# [EXERCISE]
Lines in the listing below that hold "than" are the ones to copy.

# [SUPPLIED DATA]
Start of Block

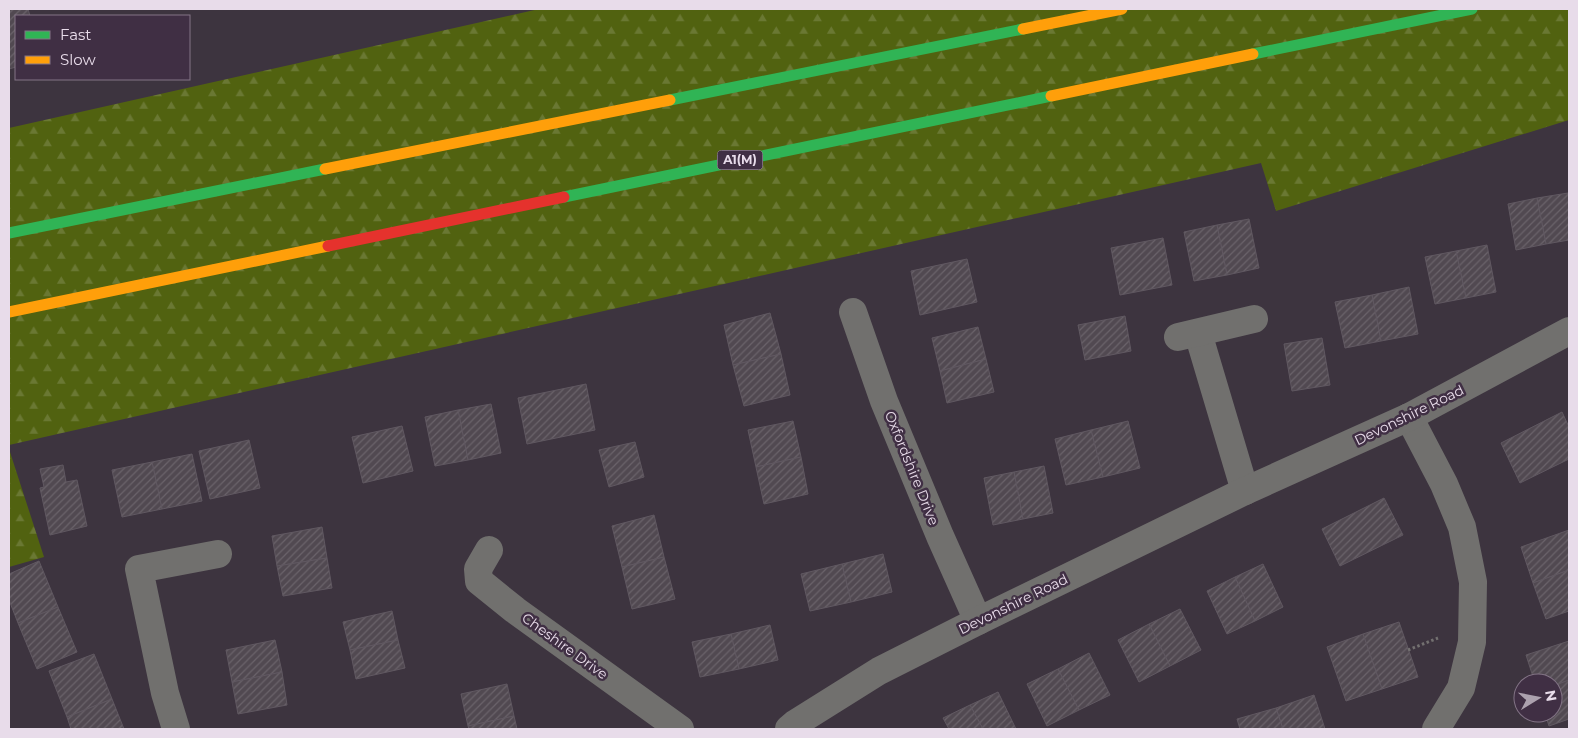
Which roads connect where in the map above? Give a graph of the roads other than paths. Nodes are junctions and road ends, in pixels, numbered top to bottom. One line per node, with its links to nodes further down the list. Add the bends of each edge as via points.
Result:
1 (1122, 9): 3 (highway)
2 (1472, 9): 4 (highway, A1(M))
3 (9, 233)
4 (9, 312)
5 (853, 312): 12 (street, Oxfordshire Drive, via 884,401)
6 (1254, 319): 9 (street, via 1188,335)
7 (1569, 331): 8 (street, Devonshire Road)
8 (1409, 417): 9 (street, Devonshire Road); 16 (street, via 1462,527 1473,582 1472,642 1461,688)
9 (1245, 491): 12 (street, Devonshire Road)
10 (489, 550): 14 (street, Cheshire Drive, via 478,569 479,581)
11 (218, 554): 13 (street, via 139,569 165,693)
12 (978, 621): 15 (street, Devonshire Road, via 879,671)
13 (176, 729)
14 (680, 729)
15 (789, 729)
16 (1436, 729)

End of Block
Start of Block

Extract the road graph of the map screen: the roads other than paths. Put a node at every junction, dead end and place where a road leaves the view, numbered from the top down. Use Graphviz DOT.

End of Block
Start of Block

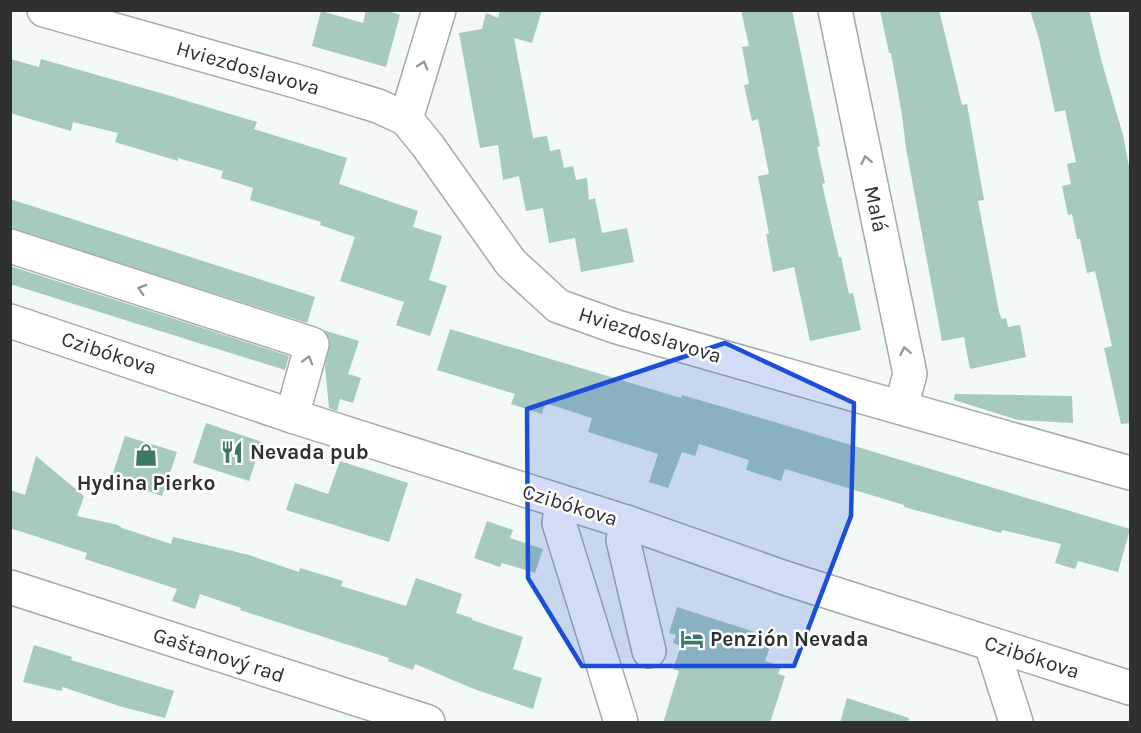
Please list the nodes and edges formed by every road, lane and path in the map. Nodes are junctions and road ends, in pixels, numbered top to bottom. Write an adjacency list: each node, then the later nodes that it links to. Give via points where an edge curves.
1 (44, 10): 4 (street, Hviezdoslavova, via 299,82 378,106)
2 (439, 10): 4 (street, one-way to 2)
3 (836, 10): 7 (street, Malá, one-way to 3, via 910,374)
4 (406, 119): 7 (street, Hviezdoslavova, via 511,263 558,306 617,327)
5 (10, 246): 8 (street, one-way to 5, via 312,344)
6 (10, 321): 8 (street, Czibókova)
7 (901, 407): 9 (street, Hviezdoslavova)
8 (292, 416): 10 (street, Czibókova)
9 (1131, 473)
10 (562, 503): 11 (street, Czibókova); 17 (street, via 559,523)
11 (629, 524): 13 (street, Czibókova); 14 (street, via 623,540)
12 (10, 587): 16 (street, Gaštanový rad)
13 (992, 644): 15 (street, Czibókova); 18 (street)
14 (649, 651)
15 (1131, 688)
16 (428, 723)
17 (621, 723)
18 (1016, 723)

End of Block

# [COMPLETED EXERCISE]
Which roads connect where in the map above? Give a graph of the roads other than paths. Nodes are junctions and road ends, in pixels, numbered top to bottom. One line per node, with its links to nodes further down the list. Add the bends of each edge as via points.
Extract the road graph of the map screen: the roads other than paths. Put a node at every junction, dead end and place where a road leaves the view, numbered from the top down. Use Graphviz DOT.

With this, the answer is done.